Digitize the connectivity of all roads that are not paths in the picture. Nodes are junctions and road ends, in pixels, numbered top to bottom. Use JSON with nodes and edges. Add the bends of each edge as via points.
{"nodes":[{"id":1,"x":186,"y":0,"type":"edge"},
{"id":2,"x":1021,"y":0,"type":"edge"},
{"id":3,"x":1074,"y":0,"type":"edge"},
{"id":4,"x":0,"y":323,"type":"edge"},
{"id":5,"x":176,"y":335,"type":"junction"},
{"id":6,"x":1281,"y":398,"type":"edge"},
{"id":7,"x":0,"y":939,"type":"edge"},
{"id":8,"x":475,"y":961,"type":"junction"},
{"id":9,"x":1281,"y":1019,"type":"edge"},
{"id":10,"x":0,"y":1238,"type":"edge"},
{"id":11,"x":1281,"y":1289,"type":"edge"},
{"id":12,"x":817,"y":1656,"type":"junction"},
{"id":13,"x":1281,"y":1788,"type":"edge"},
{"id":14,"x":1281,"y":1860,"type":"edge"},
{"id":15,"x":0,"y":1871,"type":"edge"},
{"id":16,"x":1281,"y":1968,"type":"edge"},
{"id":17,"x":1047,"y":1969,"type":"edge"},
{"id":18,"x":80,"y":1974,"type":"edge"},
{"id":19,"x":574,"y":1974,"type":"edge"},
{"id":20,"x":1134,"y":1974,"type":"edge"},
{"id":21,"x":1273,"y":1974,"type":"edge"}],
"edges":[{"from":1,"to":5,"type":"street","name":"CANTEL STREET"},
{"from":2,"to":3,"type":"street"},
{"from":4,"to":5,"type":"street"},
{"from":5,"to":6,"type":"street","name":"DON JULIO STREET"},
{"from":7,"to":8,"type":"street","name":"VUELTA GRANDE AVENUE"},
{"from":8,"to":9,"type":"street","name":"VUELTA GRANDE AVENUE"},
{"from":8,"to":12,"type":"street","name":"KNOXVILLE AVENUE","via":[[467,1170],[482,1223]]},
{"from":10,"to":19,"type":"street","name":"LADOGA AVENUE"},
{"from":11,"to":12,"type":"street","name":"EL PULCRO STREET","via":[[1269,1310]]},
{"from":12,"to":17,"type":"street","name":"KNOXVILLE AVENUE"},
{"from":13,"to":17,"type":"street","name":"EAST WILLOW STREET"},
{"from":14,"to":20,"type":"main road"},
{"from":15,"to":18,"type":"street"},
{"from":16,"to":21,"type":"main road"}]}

****************************************

Each entry must appear in the reply exactly as written.

- PROBLEM SOLUTION
Digitize the connectivity of all roads that are not paths in the picture. Nodes are junctions and road ends, in pixels, numbered top to bottom. Use JSON with nodes and edges. Add the bends of each edge as via points.
{"nodes":[{"id":1,"x":186,"y":0,"type":"edge"},
{"id":2,"x":1021,"y":0,"type":"edge"},
{"id":3,"x":1074,"y":0,"type":"edge"},
{"id":4,"x":0,"y":323,"type":"edge"},
{"id":5,"x":176,"y":335,"type":"junction"},
{"id":6,"x":1281,"y":398,"type":"edge"},
{"id":7,"x":0,"y":939,"type":"edge"},
{"id":8,"x":475,"y":961,"type":"junction"},
{"id":9,"x":1281,"y":1019,"type":"edge"},
{"id":10,"x":0,"y":1238,"type":"edge"},
{"id":11,"x":1281,"y":1289,"type":"edge"},
{"id":12,"x":817,"y":1656,"type":"junction"},
{"id":13,"x":1281,"y":1788,"type":"edge"},
{"id":14,"x":1281,"y":1860,"type":"edge"},
{"id":15,"x":0,"y":1871,"type":"edge"},
{"id":16,"x":1281,"y":1968,"type":"edge"},
{"id":17,"x":1047,"y":1969,"type":"edge"},
{"id":18,"x":80,"y":1974,"type":"edge"},
{"id":19,"x":574,"y":1974,"type":"edge"},
{"id":20,"x":1134,"y":1974,"type":"edge"},
{"id":21,"x":1273,"y":1974,"type":"edge"}],
"edges":[{"from":1,"to":5,"type":"street","name":"CANTEL STREET"},
{"from":2,"to":3,"type":"street"},
{"from":4,"to":5,"type":"street"},
{"from":5,"to":6,"type":"street","name":"DON JULIO STREET"},
{"from":7,"to":8,"type":"street","name":"VUELTA GRANDE AVENUE"},
{"from":8,"to":9,"type":"street","name":"VUELTA GRANDE AVENUE"},
{"from":8,"to":12,"type":"street","name":"KNOXVILLE AVENUE","via":[[467,1170],[482,1223]]},
{"from":10,"to":19,"type":"street","name":"LADOGA AVENUE"},
{"from":11,"to":12,"type":"street","name":"EL PULCRO STREET","via":[[1269,1310]]},
{"from":12,"to":17,"type":"street","name":"KNOXVILLE AVENUE"},
{"from":13,"to":17,"type":"street","name":"EAST WILLOW STREET"},
{"from":14,"to":20,"type":"main road"},
{"from":15,"to":18,"type":"street"},
{"from":16,"to":21,"type":"main road"}]}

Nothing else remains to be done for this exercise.